PROBLEM STATEMENT:
Your answer should be every line from the records that contains "Drive".
Segment Start: DATA EXTRACT
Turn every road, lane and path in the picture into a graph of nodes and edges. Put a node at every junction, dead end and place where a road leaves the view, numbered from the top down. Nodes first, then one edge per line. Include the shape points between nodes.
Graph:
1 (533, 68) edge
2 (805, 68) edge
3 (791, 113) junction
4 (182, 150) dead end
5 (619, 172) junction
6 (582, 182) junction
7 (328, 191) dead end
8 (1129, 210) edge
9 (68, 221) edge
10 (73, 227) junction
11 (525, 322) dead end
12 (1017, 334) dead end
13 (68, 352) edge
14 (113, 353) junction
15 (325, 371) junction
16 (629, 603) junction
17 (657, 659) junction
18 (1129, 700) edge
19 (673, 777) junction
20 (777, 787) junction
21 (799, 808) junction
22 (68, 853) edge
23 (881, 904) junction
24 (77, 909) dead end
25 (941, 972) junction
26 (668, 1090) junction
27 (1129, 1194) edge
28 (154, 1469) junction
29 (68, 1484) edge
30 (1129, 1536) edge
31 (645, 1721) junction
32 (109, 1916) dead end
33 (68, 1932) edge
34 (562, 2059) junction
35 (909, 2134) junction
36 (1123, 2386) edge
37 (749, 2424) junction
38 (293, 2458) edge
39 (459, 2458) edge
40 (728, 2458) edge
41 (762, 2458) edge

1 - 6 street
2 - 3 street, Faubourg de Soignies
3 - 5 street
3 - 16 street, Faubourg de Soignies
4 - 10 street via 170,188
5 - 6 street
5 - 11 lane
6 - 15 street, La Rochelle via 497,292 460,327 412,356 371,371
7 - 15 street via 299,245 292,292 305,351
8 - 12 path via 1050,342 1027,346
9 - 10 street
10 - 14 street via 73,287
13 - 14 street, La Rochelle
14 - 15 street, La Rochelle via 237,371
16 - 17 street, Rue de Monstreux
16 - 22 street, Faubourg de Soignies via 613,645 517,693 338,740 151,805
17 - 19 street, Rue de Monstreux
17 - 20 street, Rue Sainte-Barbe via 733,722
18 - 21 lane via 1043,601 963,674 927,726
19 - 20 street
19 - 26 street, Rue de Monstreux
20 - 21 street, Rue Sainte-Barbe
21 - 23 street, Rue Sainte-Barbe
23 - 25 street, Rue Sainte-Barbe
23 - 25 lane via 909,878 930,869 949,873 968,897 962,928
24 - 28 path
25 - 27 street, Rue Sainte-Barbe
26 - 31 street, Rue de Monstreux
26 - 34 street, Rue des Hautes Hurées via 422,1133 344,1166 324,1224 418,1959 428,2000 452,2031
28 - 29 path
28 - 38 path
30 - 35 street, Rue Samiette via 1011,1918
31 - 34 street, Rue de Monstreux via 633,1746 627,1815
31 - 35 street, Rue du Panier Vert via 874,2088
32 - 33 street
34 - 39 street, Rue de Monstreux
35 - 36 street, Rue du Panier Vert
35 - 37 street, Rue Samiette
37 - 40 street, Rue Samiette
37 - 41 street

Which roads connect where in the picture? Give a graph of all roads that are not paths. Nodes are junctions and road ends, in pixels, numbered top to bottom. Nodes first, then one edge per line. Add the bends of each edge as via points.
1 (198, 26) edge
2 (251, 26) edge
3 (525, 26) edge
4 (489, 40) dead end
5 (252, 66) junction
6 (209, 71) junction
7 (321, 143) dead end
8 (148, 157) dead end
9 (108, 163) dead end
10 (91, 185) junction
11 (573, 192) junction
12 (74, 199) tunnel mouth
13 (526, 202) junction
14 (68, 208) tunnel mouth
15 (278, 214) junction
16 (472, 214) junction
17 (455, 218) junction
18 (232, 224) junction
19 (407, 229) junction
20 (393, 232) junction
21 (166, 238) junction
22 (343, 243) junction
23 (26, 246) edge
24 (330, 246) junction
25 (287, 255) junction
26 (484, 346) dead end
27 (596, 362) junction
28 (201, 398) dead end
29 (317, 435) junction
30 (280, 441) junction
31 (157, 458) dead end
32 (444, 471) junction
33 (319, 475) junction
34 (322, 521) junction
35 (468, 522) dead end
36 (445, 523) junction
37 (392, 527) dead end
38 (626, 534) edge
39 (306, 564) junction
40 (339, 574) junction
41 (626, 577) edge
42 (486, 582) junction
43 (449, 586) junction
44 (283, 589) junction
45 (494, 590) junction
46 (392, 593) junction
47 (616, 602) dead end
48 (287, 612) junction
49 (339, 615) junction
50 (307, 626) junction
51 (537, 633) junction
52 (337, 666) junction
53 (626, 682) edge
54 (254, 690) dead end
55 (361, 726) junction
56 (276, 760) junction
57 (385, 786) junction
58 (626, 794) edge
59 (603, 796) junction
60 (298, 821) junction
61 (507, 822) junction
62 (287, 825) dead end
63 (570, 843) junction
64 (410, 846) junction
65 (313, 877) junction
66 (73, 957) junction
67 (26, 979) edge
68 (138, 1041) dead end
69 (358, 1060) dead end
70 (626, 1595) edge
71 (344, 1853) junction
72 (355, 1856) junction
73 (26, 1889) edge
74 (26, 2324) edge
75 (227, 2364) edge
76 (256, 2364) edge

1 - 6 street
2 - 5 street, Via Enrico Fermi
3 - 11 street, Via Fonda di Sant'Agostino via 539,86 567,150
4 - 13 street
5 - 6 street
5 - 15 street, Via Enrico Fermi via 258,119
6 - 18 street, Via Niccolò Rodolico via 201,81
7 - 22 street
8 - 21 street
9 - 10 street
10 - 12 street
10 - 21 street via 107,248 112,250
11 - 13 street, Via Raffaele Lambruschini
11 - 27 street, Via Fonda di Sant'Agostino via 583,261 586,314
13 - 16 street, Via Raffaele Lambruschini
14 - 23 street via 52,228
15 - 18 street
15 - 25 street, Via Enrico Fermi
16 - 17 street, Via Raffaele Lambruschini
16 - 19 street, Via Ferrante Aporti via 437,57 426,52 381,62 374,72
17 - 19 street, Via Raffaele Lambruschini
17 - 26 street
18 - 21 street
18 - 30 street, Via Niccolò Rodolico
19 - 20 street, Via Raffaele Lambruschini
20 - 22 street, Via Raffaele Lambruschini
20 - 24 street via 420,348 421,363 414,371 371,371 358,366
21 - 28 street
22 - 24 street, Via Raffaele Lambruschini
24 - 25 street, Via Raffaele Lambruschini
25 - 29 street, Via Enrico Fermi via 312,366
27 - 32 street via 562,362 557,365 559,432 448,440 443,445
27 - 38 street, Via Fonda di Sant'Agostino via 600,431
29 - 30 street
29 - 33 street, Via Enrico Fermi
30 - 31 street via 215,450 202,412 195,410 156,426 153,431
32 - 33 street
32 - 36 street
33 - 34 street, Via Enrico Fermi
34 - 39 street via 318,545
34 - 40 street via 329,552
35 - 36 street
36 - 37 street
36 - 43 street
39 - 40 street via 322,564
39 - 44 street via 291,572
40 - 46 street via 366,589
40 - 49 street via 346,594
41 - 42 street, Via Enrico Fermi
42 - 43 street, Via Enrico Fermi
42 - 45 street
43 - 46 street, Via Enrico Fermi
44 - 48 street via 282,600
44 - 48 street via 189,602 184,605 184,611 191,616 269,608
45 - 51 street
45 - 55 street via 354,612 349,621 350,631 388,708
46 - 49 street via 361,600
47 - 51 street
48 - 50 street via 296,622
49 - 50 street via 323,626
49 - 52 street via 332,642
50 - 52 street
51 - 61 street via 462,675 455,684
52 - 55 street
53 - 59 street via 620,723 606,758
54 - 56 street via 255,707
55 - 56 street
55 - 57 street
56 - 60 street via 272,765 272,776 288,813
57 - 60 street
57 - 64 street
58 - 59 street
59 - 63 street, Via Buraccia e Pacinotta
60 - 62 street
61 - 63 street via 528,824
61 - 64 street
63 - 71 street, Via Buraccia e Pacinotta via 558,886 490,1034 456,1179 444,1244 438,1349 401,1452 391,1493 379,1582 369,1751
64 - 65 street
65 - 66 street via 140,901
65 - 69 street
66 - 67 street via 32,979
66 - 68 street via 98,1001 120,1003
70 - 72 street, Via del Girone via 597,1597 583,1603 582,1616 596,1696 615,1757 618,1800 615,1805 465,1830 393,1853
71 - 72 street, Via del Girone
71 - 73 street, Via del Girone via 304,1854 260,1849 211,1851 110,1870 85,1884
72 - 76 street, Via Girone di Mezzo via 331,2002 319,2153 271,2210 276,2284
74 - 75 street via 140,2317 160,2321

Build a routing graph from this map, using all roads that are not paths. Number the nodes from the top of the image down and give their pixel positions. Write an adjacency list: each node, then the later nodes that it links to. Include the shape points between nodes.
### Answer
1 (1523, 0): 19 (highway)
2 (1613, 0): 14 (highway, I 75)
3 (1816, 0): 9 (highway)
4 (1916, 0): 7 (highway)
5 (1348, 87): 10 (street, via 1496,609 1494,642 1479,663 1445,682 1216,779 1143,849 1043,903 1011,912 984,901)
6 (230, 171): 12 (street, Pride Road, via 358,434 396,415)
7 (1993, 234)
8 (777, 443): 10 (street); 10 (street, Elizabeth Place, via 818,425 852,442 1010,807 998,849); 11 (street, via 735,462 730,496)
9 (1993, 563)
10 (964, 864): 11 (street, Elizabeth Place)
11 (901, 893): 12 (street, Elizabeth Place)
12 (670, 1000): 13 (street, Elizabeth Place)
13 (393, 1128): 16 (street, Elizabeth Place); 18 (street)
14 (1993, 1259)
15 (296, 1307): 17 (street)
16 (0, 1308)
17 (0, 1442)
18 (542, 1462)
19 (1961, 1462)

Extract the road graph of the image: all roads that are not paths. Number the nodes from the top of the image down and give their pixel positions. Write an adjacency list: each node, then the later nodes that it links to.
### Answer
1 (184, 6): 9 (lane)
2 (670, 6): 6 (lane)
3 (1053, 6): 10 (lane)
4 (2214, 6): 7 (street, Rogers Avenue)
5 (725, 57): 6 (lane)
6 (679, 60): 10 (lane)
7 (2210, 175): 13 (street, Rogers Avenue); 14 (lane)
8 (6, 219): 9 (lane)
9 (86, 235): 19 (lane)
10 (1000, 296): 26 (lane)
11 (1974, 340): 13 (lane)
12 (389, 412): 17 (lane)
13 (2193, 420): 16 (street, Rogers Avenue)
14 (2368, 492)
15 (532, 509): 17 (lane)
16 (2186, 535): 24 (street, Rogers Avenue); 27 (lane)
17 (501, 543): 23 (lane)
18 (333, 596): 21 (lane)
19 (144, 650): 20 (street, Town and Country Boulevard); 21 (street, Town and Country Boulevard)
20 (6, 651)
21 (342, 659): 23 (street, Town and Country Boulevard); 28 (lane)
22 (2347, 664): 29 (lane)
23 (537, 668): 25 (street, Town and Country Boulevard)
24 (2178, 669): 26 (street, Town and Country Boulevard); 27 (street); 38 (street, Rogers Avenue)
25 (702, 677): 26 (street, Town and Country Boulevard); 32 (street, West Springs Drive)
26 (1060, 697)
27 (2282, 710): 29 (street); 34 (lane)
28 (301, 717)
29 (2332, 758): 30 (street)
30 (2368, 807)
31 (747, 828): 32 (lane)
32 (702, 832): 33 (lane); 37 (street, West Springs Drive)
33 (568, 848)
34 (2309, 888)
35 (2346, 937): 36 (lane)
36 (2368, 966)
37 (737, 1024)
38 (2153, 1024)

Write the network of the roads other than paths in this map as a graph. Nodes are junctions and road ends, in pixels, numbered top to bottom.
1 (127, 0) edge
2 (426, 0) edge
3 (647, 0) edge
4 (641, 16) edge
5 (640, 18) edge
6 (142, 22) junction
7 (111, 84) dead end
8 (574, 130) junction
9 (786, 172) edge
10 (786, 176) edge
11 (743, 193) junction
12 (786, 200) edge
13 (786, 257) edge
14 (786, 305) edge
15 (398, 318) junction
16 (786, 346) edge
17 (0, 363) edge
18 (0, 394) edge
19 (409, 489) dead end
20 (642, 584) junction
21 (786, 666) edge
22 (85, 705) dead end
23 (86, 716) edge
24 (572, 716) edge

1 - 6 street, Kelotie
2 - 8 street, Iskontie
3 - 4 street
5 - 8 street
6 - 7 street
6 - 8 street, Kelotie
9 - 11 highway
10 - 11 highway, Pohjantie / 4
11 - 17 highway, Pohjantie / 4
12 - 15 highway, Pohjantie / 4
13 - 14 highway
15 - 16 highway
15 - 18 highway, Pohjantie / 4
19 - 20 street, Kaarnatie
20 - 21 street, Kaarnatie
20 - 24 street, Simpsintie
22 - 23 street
Segment End: DATA EXTRACT
REPLY:
25 (702, 677): 26 (street, Town and Country Boulevard); 32 (street, West Springs Drive)
32 (702, 832): 33 (lane); 37 (street, West Springs Drive)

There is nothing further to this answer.